Here, a range of a scanning area to be scanned with the machining laser beam 20 in the Y-axis direction by the laser irradiation unit 200 may be limited. Therefore, if a pattern is to be formed in a wider range than the scanning area, the manufacturing apparatus 100 causes the moving mechanism 4 to move the container 1 in the Y-axis direction to shift an irradiation position of the machining laser beam 20 on the container 1 in the Y direction. Thereafter, by causing the laser irradiation unit 200 to perform scanning with the machining laser beam 20 in the Y-axis direction while causing the rotation mechanism 3 to rotate the container 1 again, the pattern is formed on the surface of the base material of the container 1. With this configuration, it is possible to form a pattern in a wide area of the container 1 (an arbitrary area from the opening portion of the bottle to a bottom surface of the bottle).

Configuration example of laser irradiation unit 200
Fig. 5 is a diagram illustrating an example of a configuration of the laser irradiation unit 200. As illustrated in Fig. 5, the laser irradiation unit 200 includes the laser light source 21, a beam expander 22, the scanning unit 23, a scanning lens 24, and a synchronous detection unit 25.

The laser light source 21 is, for example, a pulsed laser that emits laser light.

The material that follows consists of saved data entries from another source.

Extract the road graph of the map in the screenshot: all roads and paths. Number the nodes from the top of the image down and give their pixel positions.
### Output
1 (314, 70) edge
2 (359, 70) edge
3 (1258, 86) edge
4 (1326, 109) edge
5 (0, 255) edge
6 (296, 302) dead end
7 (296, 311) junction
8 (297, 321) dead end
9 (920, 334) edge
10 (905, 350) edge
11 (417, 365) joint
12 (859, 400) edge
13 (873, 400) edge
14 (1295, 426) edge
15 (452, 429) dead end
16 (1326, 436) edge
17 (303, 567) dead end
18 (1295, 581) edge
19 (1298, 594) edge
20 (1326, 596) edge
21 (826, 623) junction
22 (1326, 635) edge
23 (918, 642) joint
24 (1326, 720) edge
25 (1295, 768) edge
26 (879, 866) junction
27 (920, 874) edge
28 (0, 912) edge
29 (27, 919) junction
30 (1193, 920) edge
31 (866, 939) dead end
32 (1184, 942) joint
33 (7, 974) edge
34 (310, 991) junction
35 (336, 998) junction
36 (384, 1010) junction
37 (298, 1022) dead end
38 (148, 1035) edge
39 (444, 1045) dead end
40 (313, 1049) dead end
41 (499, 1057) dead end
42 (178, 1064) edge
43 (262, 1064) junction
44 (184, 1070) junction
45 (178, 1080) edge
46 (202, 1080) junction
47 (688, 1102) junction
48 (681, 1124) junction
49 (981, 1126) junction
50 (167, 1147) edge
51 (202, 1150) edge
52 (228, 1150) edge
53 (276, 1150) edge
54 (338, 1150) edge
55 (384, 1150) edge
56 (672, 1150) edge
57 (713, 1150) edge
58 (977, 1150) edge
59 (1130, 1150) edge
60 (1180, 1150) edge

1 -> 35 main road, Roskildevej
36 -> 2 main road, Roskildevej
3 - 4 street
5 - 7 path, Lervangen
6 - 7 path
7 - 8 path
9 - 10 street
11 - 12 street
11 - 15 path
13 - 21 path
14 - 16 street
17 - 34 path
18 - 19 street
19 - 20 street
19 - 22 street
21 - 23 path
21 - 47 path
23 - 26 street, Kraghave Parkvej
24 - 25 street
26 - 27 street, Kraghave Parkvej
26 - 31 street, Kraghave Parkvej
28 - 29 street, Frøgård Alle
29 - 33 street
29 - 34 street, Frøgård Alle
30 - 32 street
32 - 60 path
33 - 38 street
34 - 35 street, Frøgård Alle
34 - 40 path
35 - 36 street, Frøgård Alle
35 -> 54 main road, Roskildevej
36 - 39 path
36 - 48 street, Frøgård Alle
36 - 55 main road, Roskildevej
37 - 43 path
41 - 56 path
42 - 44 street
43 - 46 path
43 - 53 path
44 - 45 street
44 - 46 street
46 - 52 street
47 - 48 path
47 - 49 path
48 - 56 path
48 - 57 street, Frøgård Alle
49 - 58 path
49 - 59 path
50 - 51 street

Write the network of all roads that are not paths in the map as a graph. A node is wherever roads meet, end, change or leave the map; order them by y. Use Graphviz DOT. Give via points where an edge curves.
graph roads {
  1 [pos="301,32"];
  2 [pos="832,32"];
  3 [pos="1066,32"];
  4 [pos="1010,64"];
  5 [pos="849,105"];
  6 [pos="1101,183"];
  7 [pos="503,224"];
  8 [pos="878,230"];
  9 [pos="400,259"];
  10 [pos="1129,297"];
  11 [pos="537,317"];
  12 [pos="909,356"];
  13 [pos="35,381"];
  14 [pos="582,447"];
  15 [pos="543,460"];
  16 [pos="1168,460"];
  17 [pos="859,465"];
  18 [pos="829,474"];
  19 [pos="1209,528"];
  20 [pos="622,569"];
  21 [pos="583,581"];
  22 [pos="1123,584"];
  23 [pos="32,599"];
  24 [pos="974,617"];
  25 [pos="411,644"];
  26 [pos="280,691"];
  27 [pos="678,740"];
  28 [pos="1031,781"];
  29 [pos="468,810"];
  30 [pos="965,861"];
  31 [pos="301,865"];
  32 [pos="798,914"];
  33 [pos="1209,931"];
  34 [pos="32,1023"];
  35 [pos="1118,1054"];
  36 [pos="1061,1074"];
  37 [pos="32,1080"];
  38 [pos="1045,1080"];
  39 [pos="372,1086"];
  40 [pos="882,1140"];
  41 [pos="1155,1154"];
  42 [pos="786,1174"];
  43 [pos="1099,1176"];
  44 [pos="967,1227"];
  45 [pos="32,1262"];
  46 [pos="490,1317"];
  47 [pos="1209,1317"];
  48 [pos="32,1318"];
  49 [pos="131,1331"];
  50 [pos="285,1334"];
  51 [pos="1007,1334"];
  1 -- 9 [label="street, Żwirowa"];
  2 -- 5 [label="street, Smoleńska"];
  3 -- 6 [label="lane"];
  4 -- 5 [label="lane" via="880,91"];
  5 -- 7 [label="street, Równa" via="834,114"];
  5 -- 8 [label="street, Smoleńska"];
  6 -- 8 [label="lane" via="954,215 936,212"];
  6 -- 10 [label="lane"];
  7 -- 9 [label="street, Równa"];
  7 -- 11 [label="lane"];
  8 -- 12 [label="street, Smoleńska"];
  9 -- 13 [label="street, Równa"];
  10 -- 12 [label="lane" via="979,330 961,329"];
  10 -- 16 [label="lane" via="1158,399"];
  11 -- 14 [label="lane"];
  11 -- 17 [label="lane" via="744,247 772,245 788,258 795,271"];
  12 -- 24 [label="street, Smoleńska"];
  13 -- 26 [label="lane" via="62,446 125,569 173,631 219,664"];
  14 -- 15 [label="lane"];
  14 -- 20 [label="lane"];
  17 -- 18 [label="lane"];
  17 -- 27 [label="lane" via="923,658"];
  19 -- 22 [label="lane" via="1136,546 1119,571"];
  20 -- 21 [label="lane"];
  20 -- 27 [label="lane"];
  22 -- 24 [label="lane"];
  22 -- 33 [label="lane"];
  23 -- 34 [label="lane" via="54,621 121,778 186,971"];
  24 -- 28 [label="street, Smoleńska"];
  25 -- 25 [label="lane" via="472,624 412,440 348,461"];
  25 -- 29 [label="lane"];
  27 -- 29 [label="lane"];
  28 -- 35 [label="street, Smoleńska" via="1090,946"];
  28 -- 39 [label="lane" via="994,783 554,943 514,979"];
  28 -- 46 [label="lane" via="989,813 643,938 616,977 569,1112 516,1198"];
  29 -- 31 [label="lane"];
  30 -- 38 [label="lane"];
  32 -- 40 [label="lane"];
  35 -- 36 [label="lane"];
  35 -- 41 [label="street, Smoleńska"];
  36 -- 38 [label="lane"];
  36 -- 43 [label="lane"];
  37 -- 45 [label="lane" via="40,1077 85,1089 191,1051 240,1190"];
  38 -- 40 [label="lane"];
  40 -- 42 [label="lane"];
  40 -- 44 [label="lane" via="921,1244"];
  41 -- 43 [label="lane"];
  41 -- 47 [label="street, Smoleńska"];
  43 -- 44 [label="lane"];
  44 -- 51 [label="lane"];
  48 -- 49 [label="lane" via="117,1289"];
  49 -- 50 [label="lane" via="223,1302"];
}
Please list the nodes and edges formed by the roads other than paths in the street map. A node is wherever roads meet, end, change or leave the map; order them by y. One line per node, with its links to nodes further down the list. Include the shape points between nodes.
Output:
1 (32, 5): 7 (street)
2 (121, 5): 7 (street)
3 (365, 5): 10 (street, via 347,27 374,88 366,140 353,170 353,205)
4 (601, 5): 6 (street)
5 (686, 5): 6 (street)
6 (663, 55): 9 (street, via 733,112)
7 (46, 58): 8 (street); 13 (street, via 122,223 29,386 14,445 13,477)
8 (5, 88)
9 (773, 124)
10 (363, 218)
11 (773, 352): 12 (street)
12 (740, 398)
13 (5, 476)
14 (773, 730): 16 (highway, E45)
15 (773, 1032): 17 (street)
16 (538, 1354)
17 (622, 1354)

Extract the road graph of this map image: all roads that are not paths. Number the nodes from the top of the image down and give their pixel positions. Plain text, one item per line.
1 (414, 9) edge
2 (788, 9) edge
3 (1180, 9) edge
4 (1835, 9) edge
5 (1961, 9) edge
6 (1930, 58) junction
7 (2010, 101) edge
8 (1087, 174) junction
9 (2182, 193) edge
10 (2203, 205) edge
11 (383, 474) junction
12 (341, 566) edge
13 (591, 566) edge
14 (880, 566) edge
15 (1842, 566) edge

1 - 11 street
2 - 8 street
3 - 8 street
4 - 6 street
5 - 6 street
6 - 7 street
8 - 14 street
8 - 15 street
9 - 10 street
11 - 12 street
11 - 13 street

The laser light source 21 emits laser light with certain output power (optical intensity) that is preferable to change the property of the surface of the base material of the container 1 irradiated with the laser light.

The laser light source 21 is able to control ON and OFF of laser light emission, an emission frequency, optical intensity, and the like. As one example of the laser light source 21, a laser light source for which a wavelength is 532 nm, a pulse width of laser light is 16 picoseconds, and average output power is 4.9 watts (W) may be used. It is preferable to set a diameter of the laser light in an area in which the property of the base material is to be changed in the container 1 to equal to or larger than 1 μm and equal to or smaller than 200 μm.

Furthermore, the laser light source 21 may include a single laser light source or a plurality of laser light sources. If a plurality of laser light sources are used, ON and OFF, emission frequencies, optical intensities, and the like of the laser light sources may be controlled in an independent manner or in a common manner.

A diameter of the laser light of parallel light emitted from the laser light source 21 is expanded by the beam expander 22, and the laser light enters the scanning unit 23.

The scanning unit 23 includes a scanning mirror that changes a reflection angle by the driving unit, such as the motor. By changing the reflection angle by the scanning mirror, scanning with the incident laser light is performed in the Y-axis direction. As the scanning mirror, a Galvanomirror, a polygon mirror, a micro electro mechanical system (MEMS) mirror, or the like may be used.

Meanwhile, in the embodiment, an example in which the scanning unit 23 performs scanning with the laser light in the Y-axis direction is illustrated, but embodiments are not limited to this example. The scanning unit 23 may perform two-dimensional scanning with the laser light in the XY directions by using a scanning mirror that changes the reflection angle in two directions perpendicular to each other.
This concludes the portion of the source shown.